By the Court.—Judgment affirmed.
This opinion will not be published. See Wis. Stat. Rule 809.23(1)(b)4.
[1] This appeal is decided by one judge pursuant to Wis. Stat. § 752.31(2) (2011-12). All references to the Wisconsin Statutes are to the 2011-12 version unless otherwise noted.
[2] Thompson does not challenge Hackworthy’s qualifications.

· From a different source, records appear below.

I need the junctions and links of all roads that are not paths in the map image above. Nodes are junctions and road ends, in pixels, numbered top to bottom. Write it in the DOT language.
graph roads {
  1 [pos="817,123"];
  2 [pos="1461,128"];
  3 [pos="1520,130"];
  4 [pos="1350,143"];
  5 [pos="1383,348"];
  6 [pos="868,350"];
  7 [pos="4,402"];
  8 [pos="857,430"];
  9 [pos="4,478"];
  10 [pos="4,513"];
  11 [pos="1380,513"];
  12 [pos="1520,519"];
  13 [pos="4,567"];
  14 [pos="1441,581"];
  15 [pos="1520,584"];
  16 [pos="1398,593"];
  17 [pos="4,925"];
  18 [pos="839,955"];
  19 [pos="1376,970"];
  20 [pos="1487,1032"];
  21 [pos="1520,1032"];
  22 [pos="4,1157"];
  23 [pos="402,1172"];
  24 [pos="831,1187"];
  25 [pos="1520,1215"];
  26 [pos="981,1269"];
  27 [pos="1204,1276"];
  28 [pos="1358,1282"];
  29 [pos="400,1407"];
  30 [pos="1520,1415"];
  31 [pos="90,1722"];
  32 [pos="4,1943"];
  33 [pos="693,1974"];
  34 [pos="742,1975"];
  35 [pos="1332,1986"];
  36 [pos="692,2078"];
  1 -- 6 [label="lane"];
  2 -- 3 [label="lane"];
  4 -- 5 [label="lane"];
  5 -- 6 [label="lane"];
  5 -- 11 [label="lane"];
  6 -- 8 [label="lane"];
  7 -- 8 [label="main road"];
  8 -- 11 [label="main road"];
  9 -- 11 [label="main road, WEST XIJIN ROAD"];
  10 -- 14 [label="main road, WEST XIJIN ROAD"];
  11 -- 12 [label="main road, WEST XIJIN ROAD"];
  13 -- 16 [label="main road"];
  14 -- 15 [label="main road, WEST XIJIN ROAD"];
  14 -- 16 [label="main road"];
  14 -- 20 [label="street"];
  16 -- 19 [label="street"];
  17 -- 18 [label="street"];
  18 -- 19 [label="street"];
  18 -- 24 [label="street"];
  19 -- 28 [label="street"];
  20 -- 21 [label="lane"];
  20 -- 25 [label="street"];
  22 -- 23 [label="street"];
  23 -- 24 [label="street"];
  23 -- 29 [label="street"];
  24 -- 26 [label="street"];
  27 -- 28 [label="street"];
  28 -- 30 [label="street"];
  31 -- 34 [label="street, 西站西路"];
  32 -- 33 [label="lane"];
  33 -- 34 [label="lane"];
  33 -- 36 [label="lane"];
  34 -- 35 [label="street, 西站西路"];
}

[3] Wisconsin Stat. § 907.02, governing expert testimony, was amended in 2011 to adopt the federal standard set forth in Daubert v. Merrell Dow Pharmaceuticals, Inc., 509 U.S. 579 (1993). The new version of the statute, requiring that “the testimony is based upon sufficient facts or data, the testimony is the product of reliable principles and methods, and the witness has applied the principles and methods reliably to the facts of the case,” first applied to cases commencing after February 1, 2011. See 2011 Wis. Act 2, §§ 34M, 45. Thompson was cited on November 17, 2010, so the old standard applies to this case.